I was listening to The Four Hour Work Week by Tim Ferriss the other day and this quote nearly made me stop dead in my tracks. “Are you having a Breakdown or a Breakthrough? “. You know when you have an understanding that something in your life is super tough. A time when you are struggling to find meaning. A time when people are saying things to you like ‘Everything happens for a reason’ and ‘One door closes and another door opens’ and ‘You will be FINE’ (Freaked out, Insecure, Neurotic and Emotional!). You know that these moments usually lead to something bigger and better, but in the heat of it all, you can really feel like you are in the middle of a big fat breakdown.
By the way, it has been a while since my last post. But frankly, life has been a little crazy lately. Yep, the mother of all months hit me like a ton of bricks. Long story short, on top of hubby’s little surfing accident and subsequent operation, we both lost our jobs in the same week. It is only now, a couple of months later, I am ok with writing about this. So, I was just about to go on a long awaited holiday to Malaysia and Singapore (more on these two in a later post), and BAMMMM my boss dropped me a bombshell – I would have no job to come back to. Whilst I was disappointed after three and a half years with the company, I could deal with it.
That was Monday, on Thursday, hubby’s boss rang (yes rang him) to say “You don’t have a job to come back to”. Nice to hear when you are laid up recovering from an operation. Fair? Not really. The boss didn’t even have the respect to speak to him face to face. Did we both proceed to have a mental breakdown? Pretty much. But deep deep down, we both intrinsically knew that something would change. This was the catalyst of all catalysts for change. I don’t think the Universe (or whoever is in charge) could have made the point any stronger.
Our plan prior to Breakdown has been to save a little to travel (8% of our after tax $$), and pay the mortgage off ASAP by putting every spare cent into it. The ultimate aim at the end of it was to work part time/casually while building businesses to support us down the track, and also to travel for more than 2 weeks at a time and more than once a year.
When we started thinking clearly about our situation, we both realised how trapped we felt in our jobs and by our mortgage. We thought if we put in the time now with our jobs and 110% effort then we would negotiate flexibility with our bosses later on so we could travel more. Well Breakdown has turned that right on its head. No more being controlled by our jobs. We will work on our terms, no one else’s.
Part of any income I make will be skimmed away into the travel fund at the rate of a week for week expense to slow travel. So say it costs a couple around $1500 per month to travel slowly, living in apartments rather than holidaying in a resort or staying in a hotel, then I will attempt stash $350 for each week that I work into the travel fund. Effectively this means that for every week we work, we can travel slowly at a later date.
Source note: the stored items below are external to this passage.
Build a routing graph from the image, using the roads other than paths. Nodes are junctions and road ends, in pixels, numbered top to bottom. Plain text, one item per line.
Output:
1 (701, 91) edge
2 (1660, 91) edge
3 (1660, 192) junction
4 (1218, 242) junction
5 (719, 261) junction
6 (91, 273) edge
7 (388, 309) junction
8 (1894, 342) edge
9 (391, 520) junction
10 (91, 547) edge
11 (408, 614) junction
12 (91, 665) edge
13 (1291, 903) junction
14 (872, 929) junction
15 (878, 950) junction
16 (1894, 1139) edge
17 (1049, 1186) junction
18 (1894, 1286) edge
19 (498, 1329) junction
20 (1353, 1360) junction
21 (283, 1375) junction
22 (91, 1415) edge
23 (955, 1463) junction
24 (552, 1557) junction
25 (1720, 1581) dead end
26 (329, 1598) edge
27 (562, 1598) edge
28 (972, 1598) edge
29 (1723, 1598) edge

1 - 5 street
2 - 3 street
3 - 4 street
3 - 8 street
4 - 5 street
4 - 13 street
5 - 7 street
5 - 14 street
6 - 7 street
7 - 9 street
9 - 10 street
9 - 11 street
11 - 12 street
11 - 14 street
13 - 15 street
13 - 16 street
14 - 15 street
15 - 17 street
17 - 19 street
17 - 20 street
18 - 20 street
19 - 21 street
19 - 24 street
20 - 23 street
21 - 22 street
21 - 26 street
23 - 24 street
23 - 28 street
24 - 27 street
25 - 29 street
It is a big stretch and will depend on many factors, but as I have only been working part time and intend to work full time moving forward, it is a possibility that we can pull it off.
Any excess income outside our expenses and travel funds from both combined wages will go to paying off the mortgage. This may mean that we are looking at a payout date a bit further in the future, but we can always decide to pay travel money off the mortgage if we feel no real desire to go somewhere. Any extra income will be as per our previous Conscious Spending Plan and be broken down as such.
The downside of this plan is that we will most likely have to relocate to achieve it due to a lack of work in our area. It is the price we are willing to pay. In the meantime, ironically, I have my job back. Albeit temporarily, but it will hold us over until such time as hubby has made a full recovery. He is getting closer and stronger every day.